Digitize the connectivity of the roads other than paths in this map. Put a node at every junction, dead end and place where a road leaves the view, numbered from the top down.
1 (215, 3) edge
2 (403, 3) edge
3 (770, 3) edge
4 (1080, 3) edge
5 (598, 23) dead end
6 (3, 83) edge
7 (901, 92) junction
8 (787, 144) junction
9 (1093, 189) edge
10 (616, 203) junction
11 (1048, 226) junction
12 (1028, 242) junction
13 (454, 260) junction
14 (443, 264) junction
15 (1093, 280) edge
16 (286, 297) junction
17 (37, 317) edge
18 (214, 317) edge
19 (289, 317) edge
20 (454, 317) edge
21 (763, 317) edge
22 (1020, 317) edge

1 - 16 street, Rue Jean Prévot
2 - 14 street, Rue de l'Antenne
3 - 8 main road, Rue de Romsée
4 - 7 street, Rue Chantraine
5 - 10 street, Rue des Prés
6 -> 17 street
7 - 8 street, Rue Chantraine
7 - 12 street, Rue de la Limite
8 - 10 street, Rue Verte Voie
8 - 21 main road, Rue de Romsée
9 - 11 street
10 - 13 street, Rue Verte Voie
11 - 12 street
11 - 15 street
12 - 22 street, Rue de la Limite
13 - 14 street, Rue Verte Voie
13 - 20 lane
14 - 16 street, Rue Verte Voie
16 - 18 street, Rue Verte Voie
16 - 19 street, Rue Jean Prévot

_PROBLEM DETAILS_:
Return every line above exactly.

_RESULT_:
Digitize the connectivity of the roads other than paths in this map. Put a node at every junction, dead end and place where a road leaves the view, numbered from the top down.
1 (215, 3) edge
2 (403, 3) edge
3 (770, 3) edge
4 (1080, 3) edge
5 (598, 23) dead end
6 (3, 83) edge
7 (901, 92) junction
8 (787, 144) junction
9 (1093, 189) edge
10 (616, 203) junction
11 (1048, 226) junction
12 (1028, 242) junction
13 (454, 260) junction
14 (443, 264) junction
15 (1093, 280) edge
16 (286, 297) junction
17 (37, 317) edge
18 (214, 317) edge
19 (289, 317) edge
20 (454, 317) edge
21 (763, 317) edge
22 (1020, 317) edge

1 - 16 street, Rue Jean Prévot
2 - 14 street, Rue de l'Antenne
3 - 8 main road, Rue de Romsée
4 - 7 street, Rue Chantraine
5 - 10 street, Rue des Prés
6 -> 17 street
7 - 8 street, Rue Chantraine
7 - 12 street, Rue de la Limite
8 - 10 street, Rue Verte Voie
8 - 21 main road, Rue de Romsée
9 - 11 street
10 - 13 street, Rue Verte Voie
11 - 12 street
11 - 15 street
12 - 22 street, Rue de la Limite
13 - 14 street, Rue Verte Voie
13 - 20 lane
14 - 16 street, Rue Verte Voie
16 - 18 street, Rue Verte Voie
16 - 19 street, Rue Jean Prévot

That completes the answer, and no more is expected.